I know that ten rejections in a year is nothing.  One of my favorite blogs, Rejectomancy,  has a whole formula for calculating your power as a rejectomancer.  Aeryn, the blog’s author, revels in his rejections, having just tallied his 300th rejection.  Three hundred.  I love Aeryn’s blog because it’s really hard for me to get all freaked out about 10 rejections when he’s statistically analyzing three hundred.  Also, I’m not just a writer but also a geeky spreadsheet loving engineer, so recording and analyzing rejections is a form of comfort for me.  Another comfort?  Watching your Rejectomancy score increase as you get different types of rejections.  By the end of 2018 I was at 20 points: a glass level rejectomancer aiming for ceramic.  (Really, this system is so amazingly nerdy!)

2019 hit and I was ready to submit like mad.  Armed with my positive feedback and desire to rise through the Rejectomancy ranks, on a whim, I submit to a journal I had not researched that promised personalized feedback.  The story I sent had already received one lovely personalized rejection – the nice writing one – and one form rejection.  It was a piece I loved and felt confident about.  The day after submission I was rejected with a full page of detailed information about how horrible my story was, what a terrible writer I am, how the concept was interesting but horribly executed, and the ending sucked.  It would have been kinder and more succinct to reply, “You are a terrible writer with no concept of story.  Your words caused my eyes to bleed.  Cut your hands off so your tales never torture again.”
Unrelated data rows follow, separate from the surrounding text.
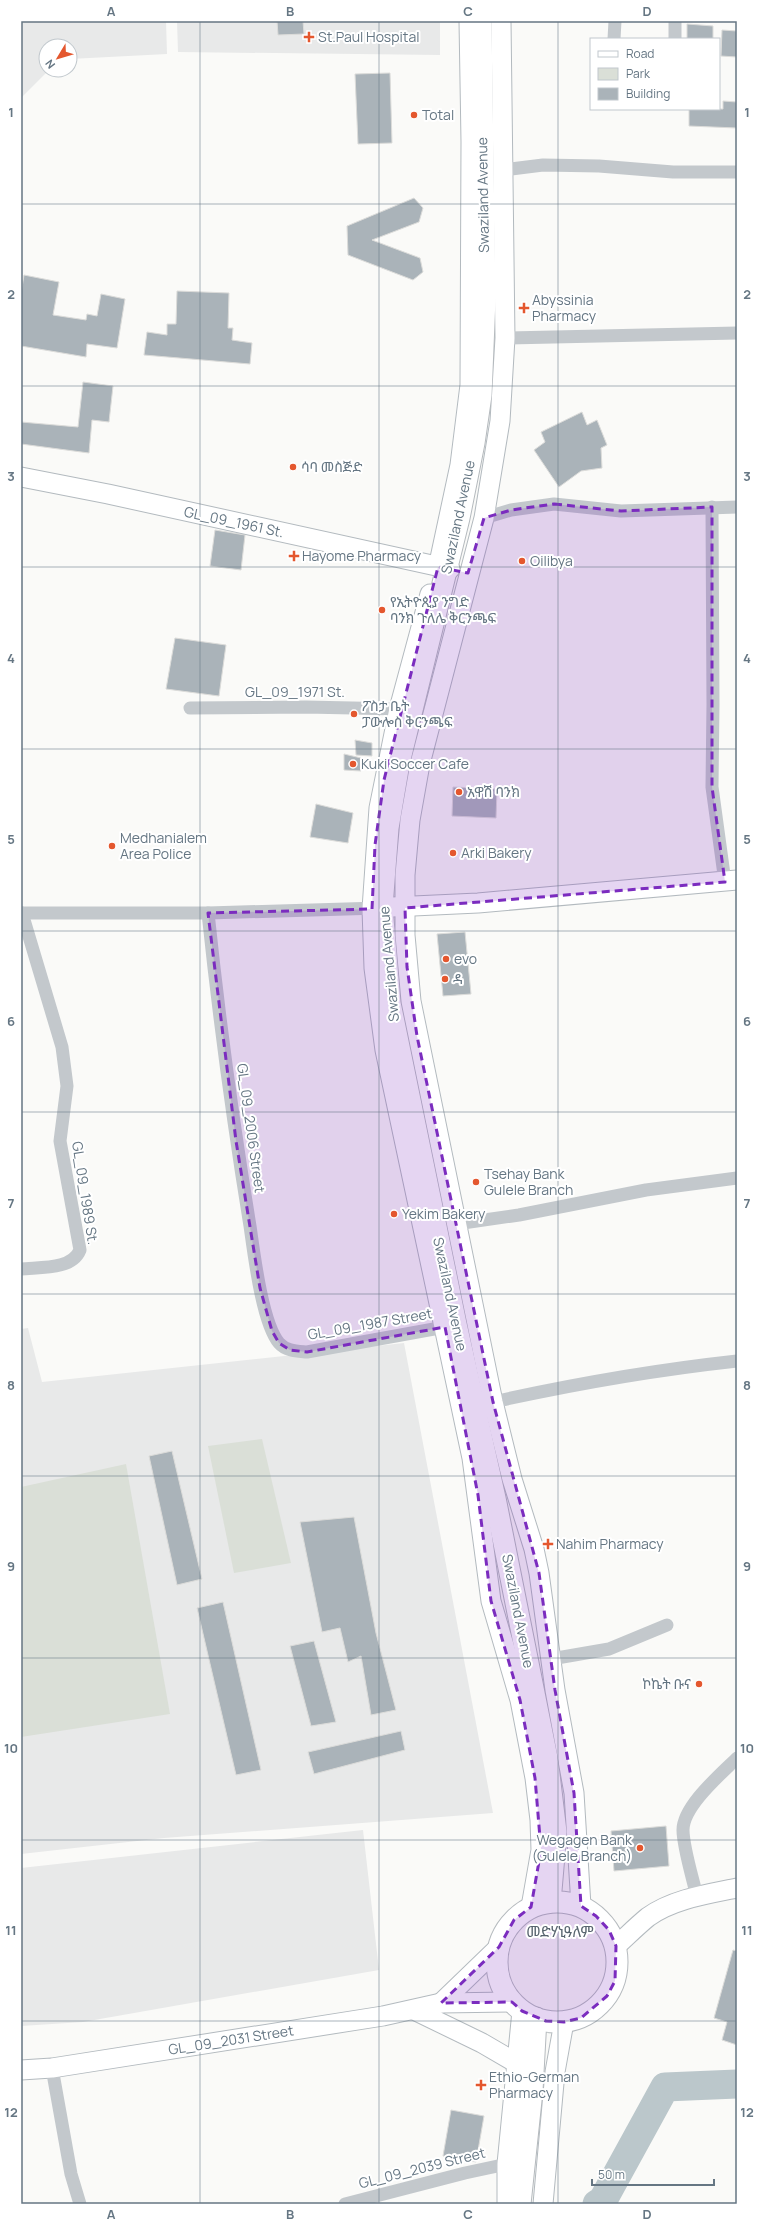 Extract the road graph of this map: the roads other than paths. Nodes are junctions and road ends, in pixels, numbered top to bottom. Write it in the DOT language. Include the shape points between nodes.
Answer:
graph roads {
  1 [pos="469,21"];
  2 [pos="481,21"];
  3 [pos="490,21"];
  4 [pos="501,21"];
  5 [pos="615,21"];
  6 [pos="674,21"];
  7 [pos="614,38"];
  8 [pos="675,38"];
  9 [pos="503,170"];
  10 [pos="737,172"];
  11 [pos="737,333"];
  12 [pos="505,338"];
  13 [pos="21,477"];
  14 [pos="712,507"];
  15 [pos="737,507"];
  16 [pos="484,518"];
  17 [pos="453,570"];
  18 [pos="190,708"];
  19 [pos="399,709"];
  20 [pos="731,881"];
  21 [pos="389,908"];
  22 [pos="22,913"];
  23 [pos="208,913"];
  24 [pos="737,1178"];
  25 [pos="456,1224"];
  26 [pos="21,1269"];
  27 [pos="445,1327"];
  28 [pos="280,1343"];
  29 [pos="737,1361"];
  30 [pos="493,1402"];
  31 [pos="667,1625"];
  32 [pos="551,1659"];
  33 [pos="737,1758"];
  34 [pos="737,1888"];
  35 [pos="697,1897"];
  36 [pos="556,1904"];
  37 [pos="616,1946"];
  38 [pos="499,1947"];
  39 [pos="441,2003"];
  40 [pos="414,2010"];
  41 [pos="536,2015"];
  42 [pos="518,2064"];
  43 [pos="52,2068"];
  44 [pos="21,2070"];
  45 [pos="507,2164"];
  46 [pos="80,2204"];
  47 [pos="345,2204"];
  48 [pos="506,2204"];
  49 [pos="520,2204"];
  50 [pos="528,2204"];
  51 [pos="543,2204"];
  1 -- 17 [label="main road" via="471,379"];
  2 -- 17 [label="main road, Swaziland Avenue" via="484,298 481,395"];
  3 -- 17 [label="main road, Swaziland Avenue" via="492,377 470,521"];
  4 -- 9 [label="main road"];
  5 -- 7 [label="street"];
  6 -- 8 [label="street"];
  9 -- 10 [label="street" via="543,165 600,166 673,172"];
  9 -- 12 [label="main road"];
  11 -- 12 [label="street"];
  12 -- 16 [label="main road" via="500,421"];
  13 -- 17 [label="main road, GL_09_1961 St."];
  14 -- 15 [label="street"];
  14 -- 16 [label="street" via="621,511 554,504 511,510"];
  14 -- 20 [label="street" via="712,787"];
  16 -- 17 [label="main road"];
  17 -- 19 [label="main road"];
  17 -- 21 [label="main road, Swaziland Avenue" via="399,763 388,828"];
  18 -- 19 [label="street, GL_09_1971 St."];
  19 -- 21 [label="main road" via="379,808"];
  20 -- 21 [label="main road"];
  21 -- 23 [label="street"];
  21 -- 25 [label="main road" via="407,967 411,1001"];
  21 -- 27 [label="main road" via="374,968 379,1017"];
  21 -- 36 [label="main road, Swaziland Avenue" via="390,1003 459,1339 495,1498 547,1758 556,1832"];
  22 -- 23 [label="street"];
  22 -- 26 [label="street, GL_09_1989 St." via="62,1047 67,1086 60,1141 80,1250 77,1258 66,1264"];
  23 -- 28 [label="street, GL_09_2006 Street" via="220,1025 258,1281 272,1332"];
  24 -- 25 [label="street" via="646,1190 519,1215"];
  25 -- 30 [label="main road"];
  27 -- 28 [label="street, GL_09_1987 Street" via="307,1352 290,1350"];
  27 -- 36 [label="main road" via="478,1495 491,1601 520,1700 535,1778 541,1850"];
  29 -- 30 [label="street" via="680,1367"];
  30 -- 32 [label="main road" via="536,1561"];
  31 -- 32 [label="street" via="610,1649"];
  32 -- 36 [label="main road" via="574,1793"];
  33 -- 35 [label="street" via="705,1789 690,1810 683,1830"];
  34 -- 35 [label="main road"];
  35 -- 37 [label="main road" via="649,1917"];
  36 -- 37 [label="main road" via="596,1916 608,1930"];
  36 -- 38 [label="main road" via="511,1924"];
  37 -- 41 [label="main road" via="618,1964 615,1981 596,2009 581,2018"];
  38 -- 39 [label="main road, GL_09_2031 Street"];
  38 -- 41 [label="main road" via="497,1966 502,1985"];
  39 -- 40 [label="main road, GL_09_2031 Street"];
  39 -- 41 [label="main road, GL_09_2031 Street"];
  40 -- 42 [label="main road" via="482,2043"];
  40 -- 43 [label="main road, GL_09_2031 Street"];
  41 -- 42 [label="main road"];
  41 -- 49 [label="main road" via="532,2091"];
  41 -- 50 [label="main road"];
  41 -- 51 [label="main road" via="556,2072"];
  42 -- 45 [label="main road"];
  43 -- 44 [label="main road, GL_09_2031 Street"];
  43 -- 46 [label="street" via="71,2174"];
  45 -- 47 [label="street, GL_09_2039 Street"];
  45 -- 48 [label="main road"];
}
So I quit writing.  I quit submitting.  I quit my writers group.  I quit.  The end.  Eleven rejections was all I’d ever see.  It was one thing to get rejected with kind words and another to have strangers rip me to shreds.  Writing wasn’t worth it.

Except, I didn’t really.  In Bird by Bird, Anne Lamont talks about writing presents, “Twice now I have written books that began as presents to people I loved who were going to die.”  The concept of writing presents speaks to me, drives my desire to finish my novels, and made me write a love letter to myself.  I wasn’t dying, but my hope and dreams of being published were dying, so when I saw a tweet for the 1000 Love, You Letter’s project I started to write.

The concept is not really me.  I am not a self-love essay writing kind of gal.  I’m an alien dentist, fisherman of children’s souls, bumblecat type of writer.  I’ve got stories about convicts puking, the end of the world, and heaven being destroyed by bureaucracy, but my dying craft cried for a story, a goodbye, a last hurrah, so I wrote myself a love letter.  No one read it but me.  No one edited it.  No one even knew it existed.  I wasn’t going to send it, but my tribute required a submission, so I sent off my letter.

The submission’s initial response is what you would expect from a project collecting letters from women writing love letters to themselves.  “This is a beautiful letter and we’re thankful for you trusting us to share it with the world.”  Sweet, and what you’d want every vulnerable woman essayist to hear.  Writing a love letter to yourself is an embarrassing emotional effort, and even more embarrassing knowing that others are going to read what you wrote.  Urban Ivy, the publisher, does a wonderful job of making the brave women who submit to them feel valued and that kindness was a salve to my broken writer’s heart.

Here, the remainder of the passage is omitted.